The conference was held on February 24th and 25th in Damascus and reportedly attended by 533 individuals out of a total 550 invited, largely pulled from various sectors of civil society. The bulk of the conference occurred on the second day and featured six workshop groups organized around topics of transitional justice, constitutional construction, institutional construction and reform, personal freedoms and human rights, the role of civil society, and economic issues, as well as speeches made by President al-Shar‘ and Foreign Minister al-Shaibani, and a concluding sessions featuring the final statements.
As detailed last week the entire National Dialogue process started on February 12th with the formation of the seven person Preparatory Committee. Between the 16th and the 22nd the committee ‘spoke with’ approximately 4,000 individuals as part of consultative meetings dedicated to each of Syria’s fourteen governorates. It’s unclear how these 4,000 individuals were chosen and how consultative these single meetings featuring hundreds gathered in auditoriums actually were. The Preparatory Committee meetings for al-Hasakah and al-Raqqah were held in Damascus due to ongoing SDF control of these governorates.
It was not until February 23rd that the Preparatory Committee announced the date of the National Dialogue Conference and send out invitations to desired attendees.

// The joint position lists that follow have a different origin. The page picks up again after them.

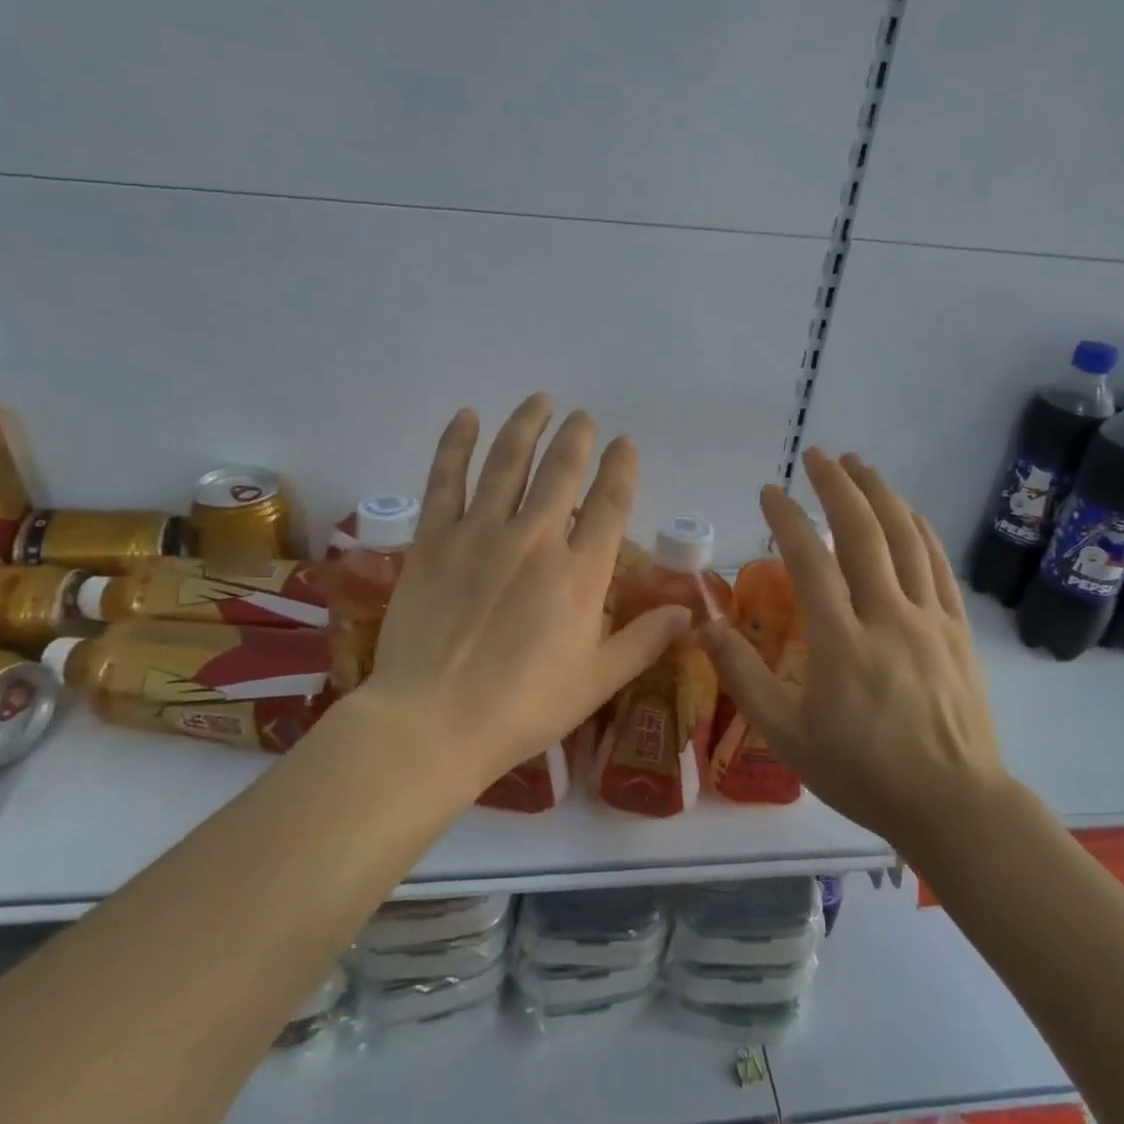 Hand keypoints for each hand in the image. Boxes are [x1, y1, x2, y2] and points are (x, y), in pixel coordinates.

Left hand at [360, 394, 691, 796]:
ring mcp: (480, 533)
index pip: (609, 504)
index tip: (625, 444)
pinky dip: (457, 444)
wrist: (434, 722)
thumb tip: (688, 613)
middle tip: (583, 418)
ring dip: (527, 425)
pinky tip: (467, 417)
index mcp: (579, 574)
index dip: (621, 469)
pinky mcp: (435, 539)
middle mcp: (535, 539)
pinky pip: (446, 478)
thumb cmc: (523, 708)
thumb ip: (643, 641)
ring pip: (508, 462)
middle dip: (577, 438)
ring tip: (540, 401)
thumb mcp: (596, 681)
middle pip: (561, 471)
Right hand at [701, 448, 1006, 847]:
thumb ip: (742, 677)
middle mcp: (887, 617)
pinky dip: (921, 530)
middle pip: (863, 534)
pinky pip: (939, 567)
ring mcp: (929, 620)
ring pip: (906, 540)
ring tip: (860, 465)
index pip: (810, 560)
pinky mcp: (957, 631)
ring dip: (881, 495)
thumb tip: (705, 626)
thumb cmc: (862, 773)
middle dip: (837, 486)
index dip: (787, 519)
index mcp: (841, 642)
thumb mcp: (786, 735)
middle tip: (817, 455)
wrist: (953, 805)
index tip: (769, 491)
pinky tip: (909, 512)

To give a sense of how rushed the entire process appears just two days prior committee member Hasan al-Daghaim told the AP that the date and timing of the conference had yet to be decided, suggesting that a transitional government might be created prior to it. Some invitees living abroad were not able to attend due to lack of time.
As far as I am aware no one has published a list of all 533 conference attendees. According to A‘zaz Media Center 200 individuals were there as representatives of the fourteen governorates, seemingly weighted for population and split 50-50 by. Their breakdown of supposed provincial ‘delegates’ goes as follows: Aleppo - 46, Rural Damascus - 26, Damascus - 18, Homs - 18, Hama - 16, al-Hasakah - 12, Idlib - 12, Deir ez-Zour - 10, Latakia - 10, Dar‘a - 10, al-Raqqah - 8, Tartous - 8, al-Suwayda’ - 4, al-Qunaitrah - 2. Provided these figures are true it’s unclear how the other 350 invitees breakdown, for example Reuters reported that 24 individuals overall were invited from al-Suwayda’. What is clear is that the conference adhered to the guidelines set out by President al-Shar‘ regarding pre-existing political and social entities: all attendees were invited and attended as individuals rather than as representatives of parties, unions, organizations, etc.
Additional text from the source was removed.